On Independence Day, 1863, the last thing on the
minds of most Americans was celebrating freedom. Just outside a small
town called Gettysburg, in Adams County, Pennsylvania, almost 50,000
men were casualties of the bloodiest battle of the Civil War, the
battle that was soon recognized as the turning point of the war.
Confederate
General Robert E. Lee had succeeded in defeating Union General Joseph
Hooker's forces at Chancellorsville, Virginia, in May of 1863. Lee and
his Army of Northern Virginia had managed to repel an army twice their
size. Emboldened by the victory, Lee decided to continue his march
north. His goal was Harrisburg, Pennsylvania; if he could make it to
Harrisburg, he hoped to continue on to Philadelphia.
Throughout
the month of June, Lee's army marched north toward Pennsylvania. The
graciousness for which Lee was known was evident during this campaign;
he instructed his troops to treat the civilians on the road well, not
seizing supplies such as food and horses, but rather paying for them.
Several towns such as York, Pennsylvania were made to pay indemnity
rather than supply the Confederates.
However, on July 1, 1863,
Lee's Army of Northern Virginia met Union General George Meade's forces
just outside of Gettysburg, Pennsylvania, and the battle of Gettysburg
began in earnest.
For three days vicious fighting ensued on the
hillsides of Gettysburg. Over 165,000 men would converge, and before
the fighting ended, the ground would run red with blood. The battle was
fierce, and the casualties proved it. But the casualties that resulted
would not be in vain, at least for the Union; the formidable power of
the Army of Northern Virginia would be stricken a fatal blow, one that
they, and the South, would never truly recover from.
To this
point, Lee's Army of Northern Virginia had proved itself a foe to be
reckoned with; more than once they had turned back troops that
outnumbered them significantly. And on the first day of fighting, it
seemed that Lee would again be victorious.
By the second day,
Lee's advantage disappeared. Meade's Army of the Potomac held their
ground, outnumbering the Confederate troops by 20,000. When July 3, the
third day of fighting, was over, more than a third of Lee's army would
be felled.
It was a much needed victory for the North. Hailed as
a Waterloo in the Northern papers, Gettysburg seemed to prove that the
Union was more than a match for the Army of Northern Virginia, hailed
universally as the most accomplished army of either the Union or the
Confederacy.
The defeat was more than stunning for Lee; it shook
the confidence of a man admired by Southerners and Northerners alike to
the core. Still recovering from the recent death of his beloved General
Jonathan "Stonewall" Jackson, whom Lee referred to as his "right arm,"
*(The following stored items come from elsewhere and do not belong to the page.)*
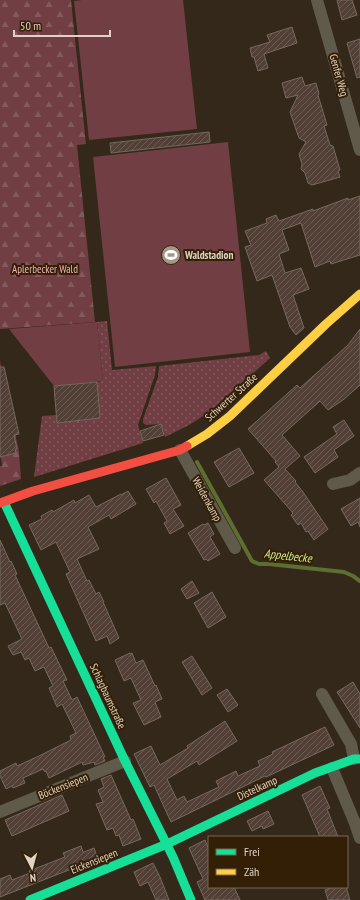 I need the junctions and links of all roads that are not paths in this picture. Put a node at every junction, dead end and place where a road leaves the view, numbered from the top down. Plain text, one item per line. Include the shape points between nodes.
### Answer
1 (317, 0) edge
2 (360, 150) edge
3 (360, 294) edge
4 (180, 450) junction
5 (360, 473) edge
6 (333, 484) dead end
7 (2, 502) edge
8 (235, 548) dead end
9 (322, 694) dead end
10 (357, 759) edge
11 (125, 761) junction
12 (332, 768) junction
13 (0, 812) edge
14 (360, 838) edge
15 (166, 844) junction
16 (30, 900) edge
17 (191, 900) edge

1 - 2 street, Genfer Weg
3 - 4 street, Schwerter Straße via 230,416
4 - 7 street, Schwerter Straße
4 - 8 street, Weidenkamp
5 - 6 street via 350,480
7 - 11 street, Schlagbaumstraße
9 - 10 street
10 - 12 street, Distelkamp
11 - 13 street, Böckensiepen
11 - 15 street, Schlagbaumstraße
12 - 14 street
12 - 15 street, Distelkamp
15 - 16 street, Eickensiepen
15 - 17 street, Schlagbaumstraße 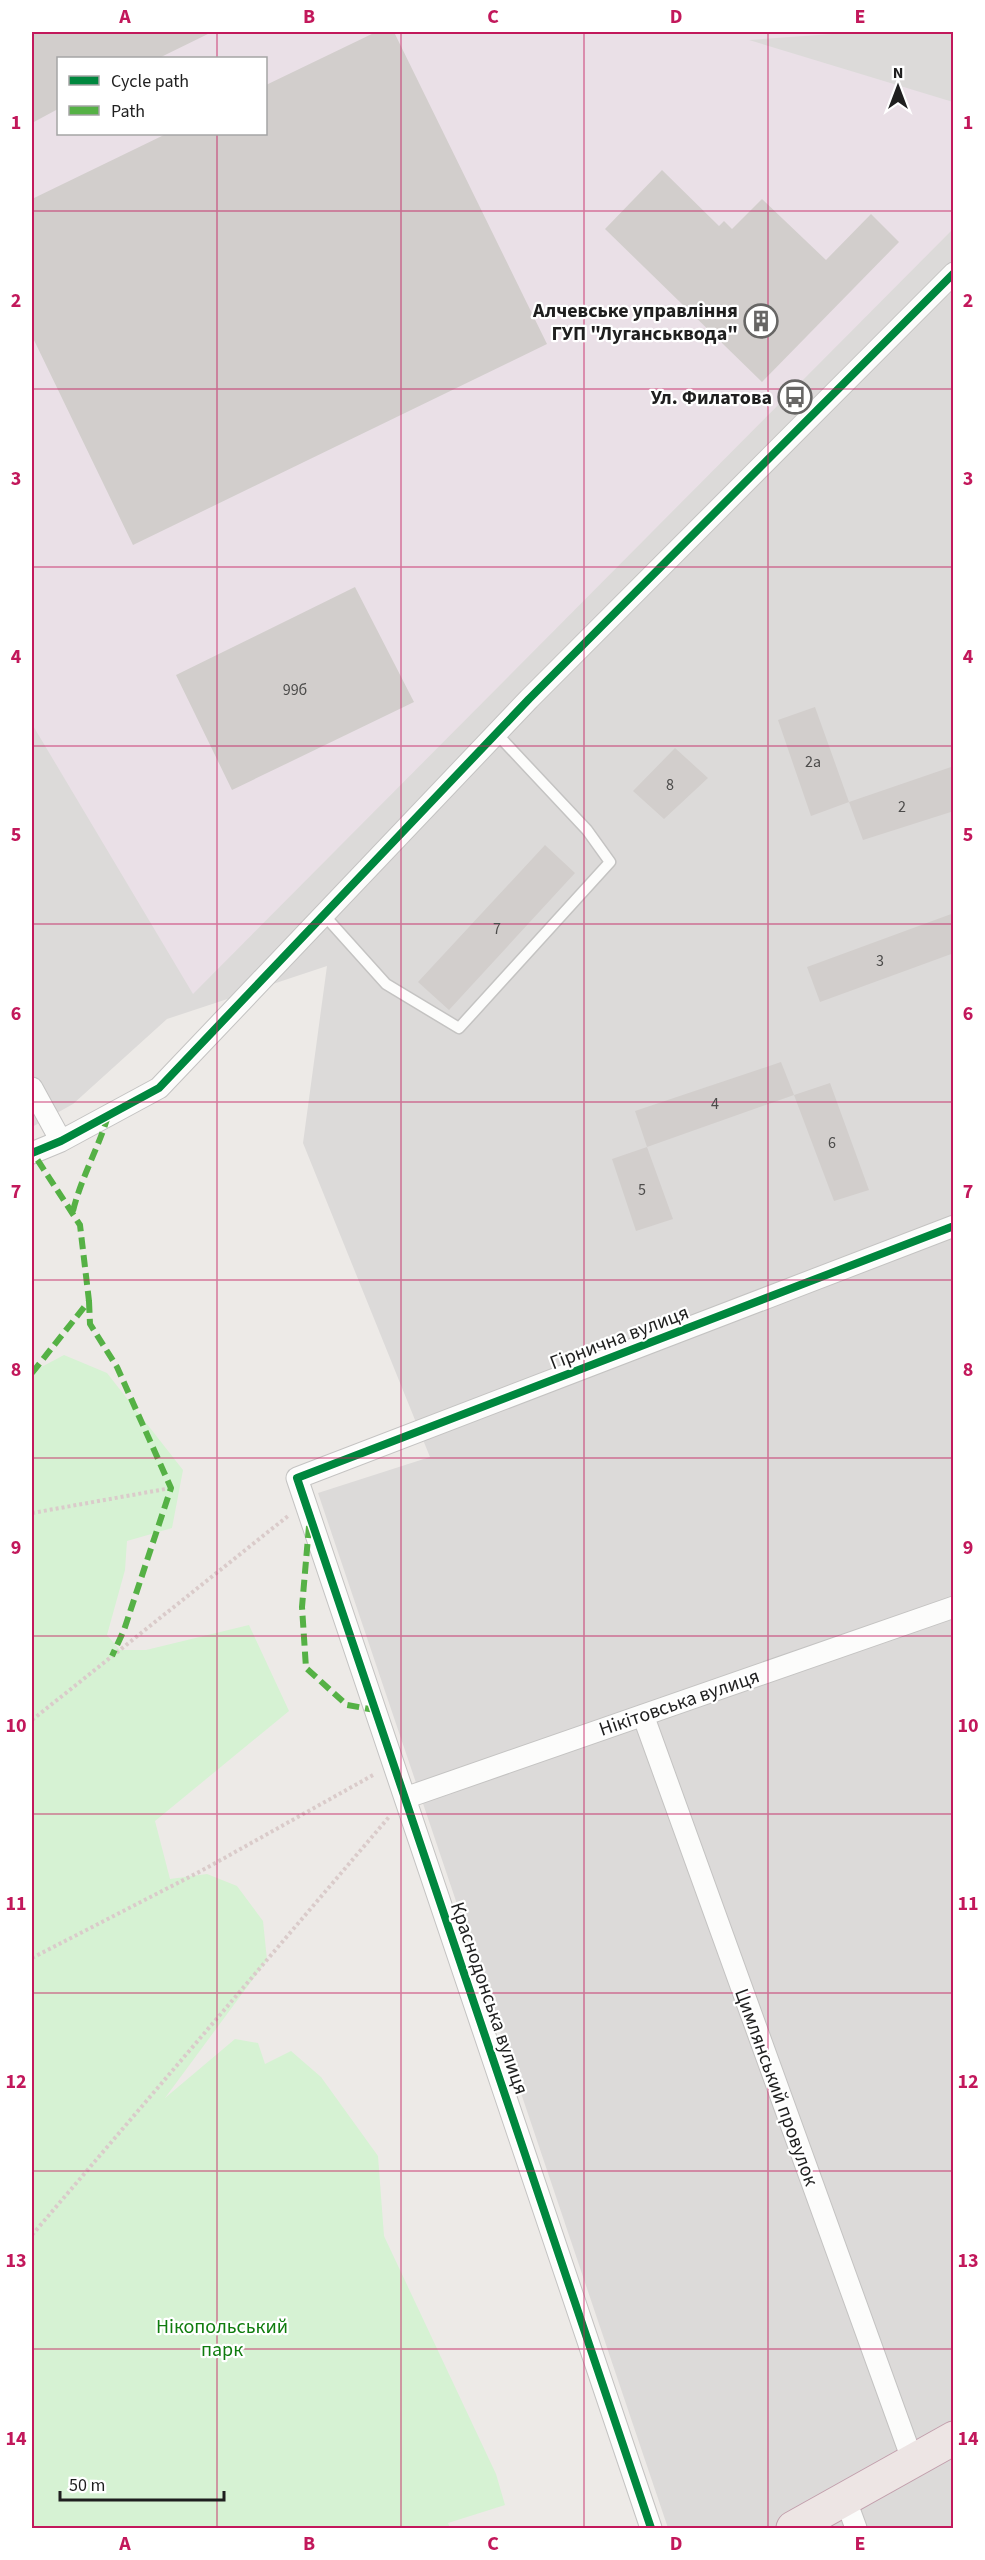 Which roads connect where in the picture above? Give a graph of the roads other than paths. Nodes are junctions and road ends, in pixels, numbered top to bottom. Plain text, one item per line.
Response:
1 (952, 280) edge
2 (496, 733) junction
3 (324, 915) junction
4 (32, 1088) edge
5 (61, 1141) junction
6 (32, 1153) edge
7 (954, 1226) edge
8 (297, 1478) joint
9 (954, 1607) edge
10 (643, 1715) junction
11 (405, 1798) junction
12 (954, 2438) edge
13 (912, 2459) junction
14 (845, 2498) junction
15 (651, 2529) edge
16 (793, 2529) edge
17 (856, 2529) edge

1 - 2 street
2 - 3 street
2 - 3 lane
3 - 5 street
4 - 5 street
5 - 6 street
7 - 8 street, Гірнична вулиця
8 - 11 street, Краснодонська вулиця
9 - 10 street, Нікітовська вулиця
10 - 11 street, Нікітовська вулиця
10 - 13 street, Цимлянський провулок
11 - 15 street, Краснодонська вулиця
12 - 13 highway
13 - 14 highway
14 - 16 highway
14 - 17 street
Lee seemed more than dejected by the loss at Gettysburg; he was
stricken. He knew now how important Jackson had been to the
Confederacy, and how crippled the Army of Northern Virginia was without
Jackson.
"It's my fault," Lee was heard to say after the battle
of Gettysburg. He blamed himself for the loss, and he was not entirely
mistaken; his decision on the third day of battle to pitch a massive
frontal assault on the center of the Union line, known as Pickett's
Charge, resulted in horrific casualties that paralyzed the Confederate
troops.
Lee's conviction that his orders had resulted in the
heavy casualties - casualties the Confederate troops, already
outnumbered, could hardly afford - drove him to send a letter of
resignation to Confederate President Jefferson Davis, a resignation
that was rejected.
Lee's official resignation may have been
denied, but his own resignation was obvious; the Army of Northern
Virginia never again mounted an offensive attack on the U.S. Forces,
nor did they ever attempt any capture of Northern territory on the
scale of the Gettysburg campaign. The glorious reputation of the Army
of Northern Virginia as invincible was tarnished permanently, and the
Union's ultimate victory was only a matter of time.